• _WORK REQUEST_
Where an image occurs, skip it and print the rest of the records verbatim.

(Stored data entries)
################

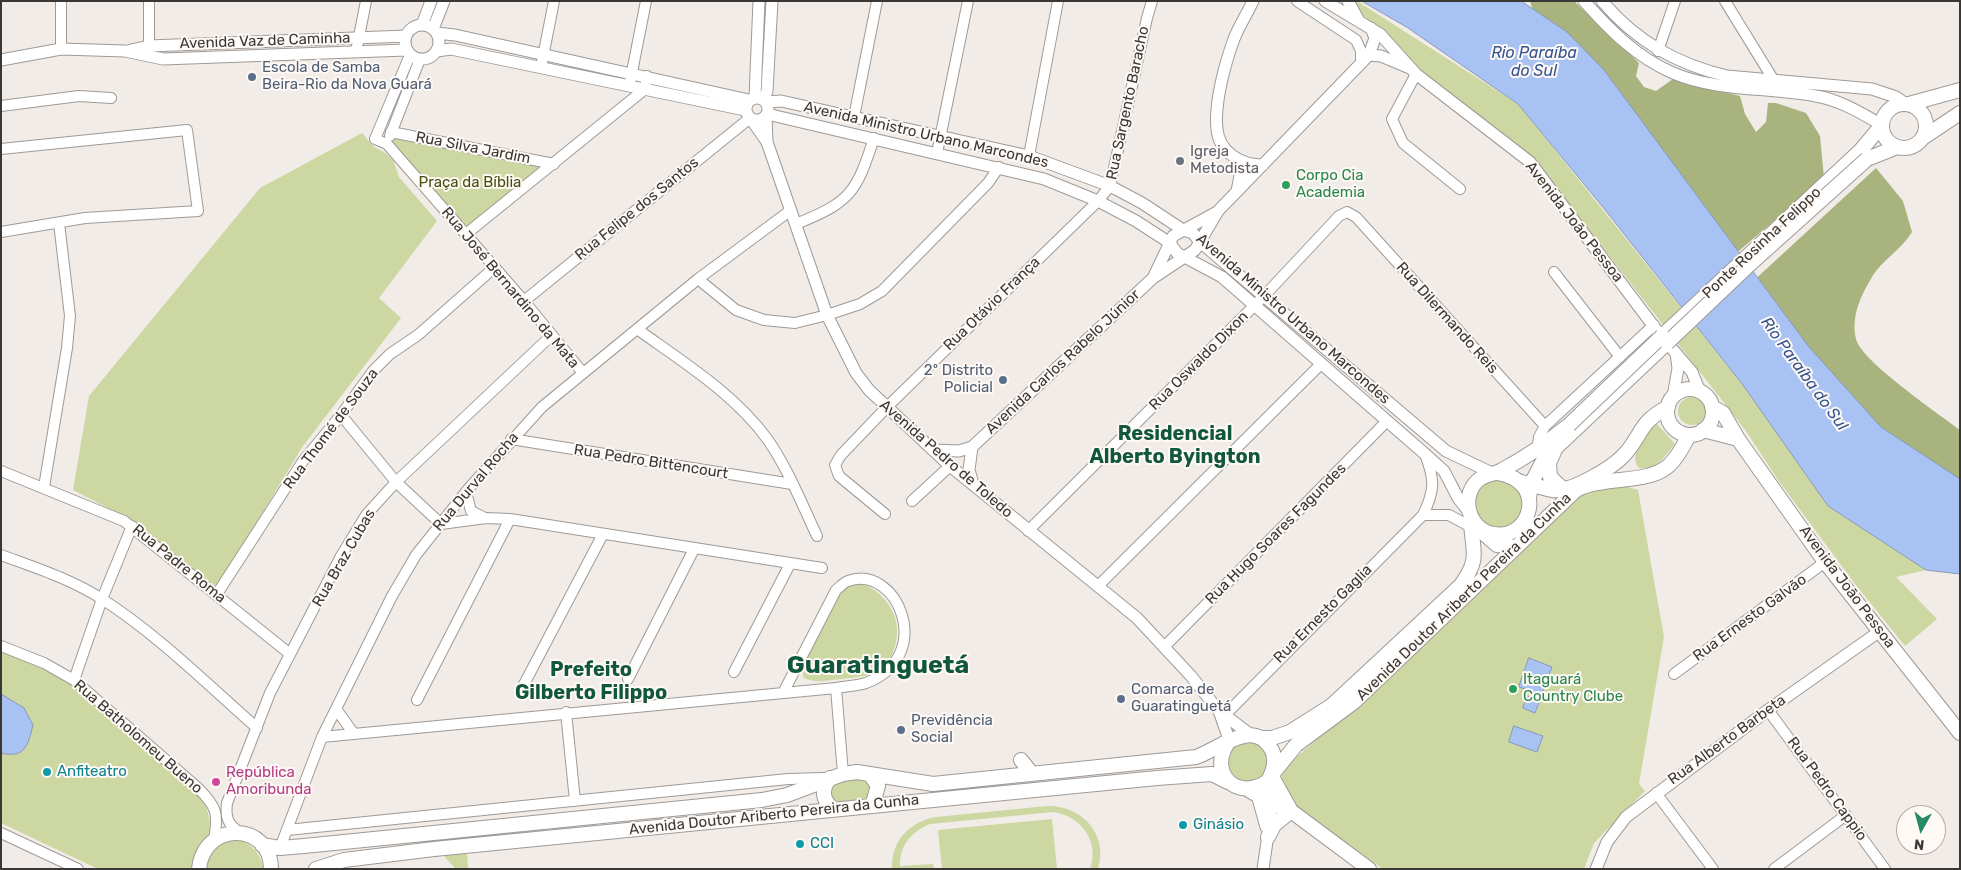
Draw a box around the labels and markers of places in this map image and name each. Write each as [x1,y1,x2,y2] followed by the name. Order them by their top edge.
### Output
[262,59,432,94] place label: Escola de Samba Beira-Rio da Nova Guará
[246,71,258,83] marker: Escola de Samba Beira-Rio da Nova Guará
[1190,143,1259,178] place label: Igreja Metodista
[1174,155,1186,167] marker: Igreja Metodista
[1296,167,1365,202] place label: Corpo Cia Academia
[1280,179,1292,191] marker: Corpo Cia Academia
[924,362,993,397] place label: 2º Distrito Policial
[997,374,1009,386] marker: 2º Distrito Policial
[1523,671,1623,706] place label: Itaguará Country Clube
[1131,681,1231,716] place label: Comarca de Guaratinguetá
[1507,683,1519,695] marker: Itaguará Country Clube
[1115,693,1127,705] marker: Comarca de Guaratinguetá
[911,712,993,747] place label: Previdência Social
[895,724,907,736] marker: Previdência Social
[57,763,127,781] place label: Anfiteatro
[226,764,312,799] place label: República Amoribunda
[41,766,53,778] marker: Anfiteatro
[210,776,222,788] marker: República Amoribunda
[1193,816,1244,834] place label: Ginásio
[1177,819,1189,831] marker: Ginásio
[810,835,834,853] place label: CCI
[794,838,806,850] marker: CCI

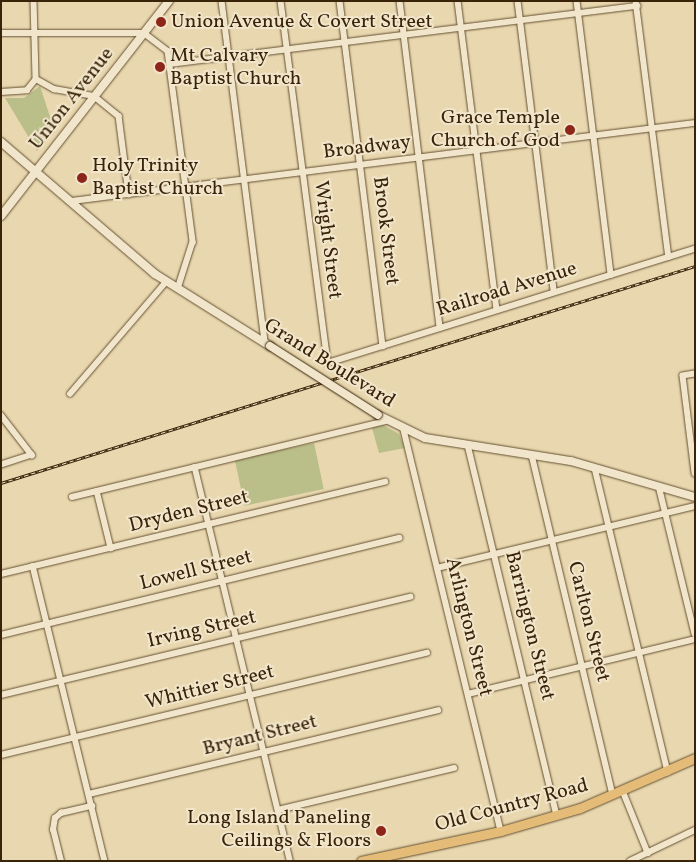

################

• _SOLUTION BELOW_
Draw a box around the labels and markers of places in this map image and name each. Write each as [x1,y1,x2,y2] followed by the name. Order them by their top edge.
### Output
[262,59,432,94] place label: Escola de Samba Beira-Rio da Nova Guará
[246,71,258,83] marker: Escola de Samba Beira-Rio da Nova Guará
[1190,143,1259,178] place label: Igreja Metodista
[1174,155,1186,167] marker: Igreja Metodista
[1296,167,1365,202] place label: Corpo Cia Academia
[1280,179,1292,191] marker: Corpo Cia Academia
[924,362,993,397] place label: 2º Distrito Policial
[997,374,1009,386] marker: 2º Distrito Policial
[1523,671,1623,706] place label: Itaguará Country Clube
[1131,681,1231,716] place label: Comarca de Guaratinguetá
[1507,683,1519,695] marker: Itaguará Country Clube
[1115,693,1127,705] marker: Comarca de Guaratinguetá
[911,712,993,747] place label: Previdência Social
[895,724,907,736] marker: Previdência Social
[57,763,127,781] place label: Anfiteatro
[226,764,312,799] place label: República Amoribunda
[41,766,53,778] marker: Anfiteatro
[210,776,222,788] marker: República Amoribunda
[1193,816,1244,834] place label: Ginásio
[1177,819,1189,831] marker: Ginásio
[810,835,834,853] place label: CCI
[794,838,806,850] marker: CCI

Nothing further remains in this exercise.